To address these and related challenges, NIH will monitor, on a trans-agency basis, investigators’ Grant Support Index (GSI, originally termed the Research Commitment Index), with the idea that over time and in close consultation with the extramural research community, the agency will phase in a resetting of expectation for total support provided to any one investigator. The plan is to implement a GSI cap of 21 points, essentially the equivalent of 3 single-PI R01 grants. This is effectively a modified grant count, one that allows for different cost scales across diverse types of research, while at the same time accounting for the differing levels of intellectual and leadership commitment entailed by various NIH grant mechanisms. Implementing this limit is expected to enable funding of 1600 additional research project grant awards.

NIH expects to continue to seek input and to refine the index over the next few months and to implement this cap in potentially in September 2017 with May 2018 Council considerations. Key questions in this process to finalize the policy on limits will include:

    • How should the Grant Support Index be calibrated? Should we assign more or fewer points to certain grant mechanisms? What headline metrics should we follow?
    • How will we know whether we achieving desired effects of funding more early career investigators and stabilizing their trajectories?
    • How do we assure that we don’t inflict unintended harms on scientific progress, on the productivity of highly productive consortia, or on the stability of the research ecosystem?
    • When would it be appropriate to allow exceptions to caps on individual researchers? How will decisions on exceptions be made?
    • What analogous steps should be taken with NIH’s Intramural Research Program?

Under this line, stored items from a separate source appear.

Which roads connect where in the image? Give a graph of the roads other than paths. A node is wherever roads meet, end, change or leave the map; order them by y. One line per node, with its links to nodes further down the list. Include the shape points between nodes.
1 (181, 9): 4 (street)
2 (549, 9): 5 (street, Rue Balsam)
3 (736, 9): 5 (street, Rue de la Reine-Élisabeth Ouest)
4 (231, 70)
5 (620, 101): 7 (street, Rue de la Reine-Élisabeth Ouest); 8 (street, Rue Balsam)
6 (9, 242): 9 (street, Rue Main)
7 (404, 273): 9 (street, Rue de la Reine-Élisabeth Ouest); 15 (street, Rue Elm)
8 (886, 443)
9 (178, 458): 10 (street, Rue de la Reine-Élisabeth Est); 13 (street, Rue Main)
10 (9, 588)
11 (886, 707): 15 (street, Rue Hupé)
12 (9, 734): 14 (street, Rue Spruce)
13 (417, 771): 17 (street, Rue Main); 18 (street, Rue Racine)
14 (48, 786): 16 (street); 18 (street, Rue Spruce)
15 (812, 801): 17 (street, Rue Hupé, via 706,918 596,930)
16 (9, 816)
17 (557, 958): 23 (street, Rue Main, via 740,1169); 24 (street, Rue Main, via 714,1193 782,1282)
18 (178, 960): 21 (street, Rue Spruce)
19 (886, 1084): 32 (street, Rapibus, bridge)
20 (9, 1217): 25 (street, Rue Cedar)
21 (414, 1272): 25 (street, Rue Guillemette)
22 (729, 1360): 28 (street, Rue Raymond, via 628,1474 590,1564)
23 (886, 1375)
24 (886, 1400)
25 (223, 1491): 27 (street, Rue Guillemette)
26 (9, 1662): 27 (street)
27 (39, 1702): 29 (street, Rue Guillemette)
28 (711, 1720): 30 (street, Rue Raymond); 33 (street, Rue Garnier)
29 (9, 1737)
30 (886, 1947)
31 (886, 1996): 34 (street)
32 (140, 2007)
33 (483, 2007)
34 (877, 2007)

Key clarifications that have been issued are that the policy will not affect current funding – NIH Deputy Director for Extramural Research Mike Lauer has stated that there is little immediate to short-term impact. Once the policy is in place, it will be applied to incoming applications. Applicants currently holding the equivalent of three single-PI R01 awards will still be able to submit, but there will need to be a plan in the new application for adjustment of the existing grant load. Grant funding from other non-NIH sources will not factor into the GSI. Guidance on changing PIs for existing awards because of GSI will be developed prior to implementation.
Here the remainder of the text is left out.